__Task material__.
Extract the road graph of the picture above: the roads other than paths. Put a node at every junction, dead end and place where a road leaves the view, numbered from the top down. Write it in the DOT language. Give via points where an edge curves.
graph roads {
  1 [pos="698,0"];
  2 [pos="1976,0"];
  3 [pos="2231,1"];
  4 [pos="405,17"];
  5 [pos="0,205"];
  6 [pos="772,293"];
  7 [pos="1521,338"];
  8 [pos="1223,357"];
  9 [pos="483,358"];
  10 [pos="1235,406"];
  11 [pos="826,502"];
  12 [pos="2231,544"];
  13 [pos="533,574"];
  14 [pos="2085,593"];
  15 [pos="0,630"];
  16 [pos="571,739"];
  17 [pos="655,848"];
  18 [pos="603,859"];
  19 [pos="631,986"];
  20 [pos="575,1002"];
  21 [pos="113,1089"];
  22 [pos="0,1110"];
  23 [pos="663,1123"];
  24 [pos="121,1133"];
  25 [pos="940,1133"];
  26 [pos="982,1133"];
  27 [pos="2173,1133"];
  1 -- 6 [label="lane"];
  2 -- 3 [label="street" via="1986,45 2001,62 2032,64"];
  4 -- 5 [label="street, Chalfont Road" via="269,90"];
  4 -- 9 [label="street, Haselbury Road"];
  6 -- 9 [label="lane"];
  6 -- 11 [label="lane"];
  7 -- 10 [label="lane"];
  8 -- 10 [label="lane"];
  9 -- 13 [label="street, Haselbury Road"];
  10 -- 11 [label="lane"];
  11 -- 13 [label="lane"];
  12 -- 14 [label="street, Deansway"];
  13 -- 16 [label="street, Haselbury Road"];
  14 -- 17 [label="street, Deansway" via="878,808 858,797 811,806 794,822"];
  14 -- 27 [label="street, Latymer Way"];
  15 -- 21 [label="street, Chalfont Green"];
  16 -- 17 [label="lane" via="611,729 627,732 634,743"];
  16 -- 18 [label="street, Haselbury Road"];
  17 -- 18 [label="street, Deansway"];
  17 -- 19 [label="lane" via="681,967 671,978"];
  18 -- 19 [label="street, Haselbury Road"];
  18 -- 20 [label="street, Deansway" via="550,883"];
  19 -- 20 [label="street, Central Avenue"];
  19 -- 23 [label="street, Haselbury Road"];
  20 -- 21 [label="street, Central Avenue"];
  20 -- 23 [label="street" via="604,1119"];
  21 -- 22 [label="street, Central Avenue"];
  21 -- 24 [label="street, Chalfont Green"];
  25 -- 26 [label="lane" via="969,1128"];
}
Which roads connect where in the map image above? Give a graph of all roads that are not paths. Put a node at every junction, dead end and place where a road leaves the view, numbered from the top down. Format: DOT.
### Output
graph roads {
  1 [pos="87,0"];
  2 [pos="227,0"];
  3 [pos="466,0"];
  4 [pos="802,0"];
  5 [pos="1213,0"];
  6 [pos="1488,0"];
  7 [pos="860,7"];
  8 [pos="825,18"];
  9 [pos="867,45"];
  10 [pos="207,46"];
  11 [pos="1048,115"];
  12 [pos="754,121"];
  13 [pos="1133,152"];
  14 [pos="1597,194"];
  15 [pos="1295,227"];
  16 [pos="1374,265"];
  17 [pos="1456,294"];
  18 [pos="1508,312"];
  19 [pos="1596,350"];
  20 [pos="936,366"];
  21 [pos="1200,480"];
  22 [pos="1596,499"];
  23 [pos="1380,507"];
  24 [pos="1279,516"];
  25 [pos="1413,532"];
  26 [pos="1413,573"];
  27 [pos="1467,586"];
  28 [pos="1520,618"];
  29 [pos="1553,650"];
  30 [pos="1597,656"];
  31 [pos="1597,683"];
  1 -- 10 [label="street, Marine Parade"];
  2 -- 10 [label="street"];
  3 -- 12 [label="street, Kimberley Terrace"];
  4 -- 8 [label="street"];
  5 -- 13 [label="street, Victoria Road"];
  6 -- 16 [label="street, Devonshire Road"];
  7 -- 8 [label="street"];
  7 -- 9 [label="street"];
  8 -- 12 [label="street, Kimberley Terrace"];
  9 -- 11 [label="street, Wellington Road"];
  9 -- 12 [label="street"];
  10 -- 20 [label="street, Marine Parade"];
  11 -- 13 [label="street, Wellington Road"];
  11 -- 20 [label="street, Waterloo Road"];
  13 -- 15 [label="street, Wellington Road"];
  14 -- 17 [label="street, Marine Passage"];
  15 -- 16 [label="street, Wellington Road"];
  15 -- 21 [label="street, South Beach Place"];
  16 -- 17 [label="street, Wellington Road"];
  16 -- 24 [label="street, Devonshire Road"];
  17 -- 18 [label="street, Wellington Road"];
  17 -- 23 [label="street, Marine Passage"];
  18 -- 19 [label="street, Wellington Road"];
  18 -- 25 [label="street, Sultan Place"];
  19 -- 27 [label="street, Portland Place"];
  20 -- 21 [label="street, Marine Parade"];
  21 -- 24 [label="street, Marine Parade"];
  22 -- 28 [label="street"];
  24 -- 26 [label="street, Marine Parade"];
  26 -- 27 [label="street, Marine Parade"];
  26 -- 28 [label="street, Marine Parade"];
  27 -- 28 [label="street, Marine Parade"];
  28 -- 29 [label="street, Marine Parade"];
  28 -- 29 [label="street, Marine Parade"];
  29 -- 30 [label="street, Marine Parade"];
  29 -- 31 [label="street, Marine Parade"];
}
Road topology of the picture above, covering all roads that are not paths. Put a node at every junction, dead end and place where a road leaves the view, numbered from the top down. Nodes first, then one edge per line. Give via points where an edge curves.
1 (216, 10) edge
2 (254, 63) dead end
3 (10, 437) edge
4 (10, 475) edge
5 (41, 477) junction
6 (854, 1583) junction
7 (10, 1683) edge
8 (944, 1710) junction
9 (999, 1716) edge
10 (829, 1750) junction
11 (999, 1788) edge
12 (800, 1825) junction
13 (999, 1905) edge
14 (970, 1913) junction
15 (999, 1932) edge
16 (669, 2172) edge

__Your goal__.
Copy all lines of the records that have the string "Give" in them.

__Task solution__.
Extract the road graph of the picture above: the roads other than paths. Put a node at every junction, dead end and place where a road leaves the view, numbered from the top down. Write it in the DOT language. Give via points where an edge curves.
Which roads connect where in the map image above? Give a graph of all roads that are not paths. Put a node at every junction, dead end and place where a road leaves the view, numbered from the top down. Format: DOT.
Road topology of the picture above, covering all roads that are not paths. Put a node at every junction, dead end and place where a road leaves the view, numbered from the top down. Nodes first, then one edge per line. Give via points where an edge curves.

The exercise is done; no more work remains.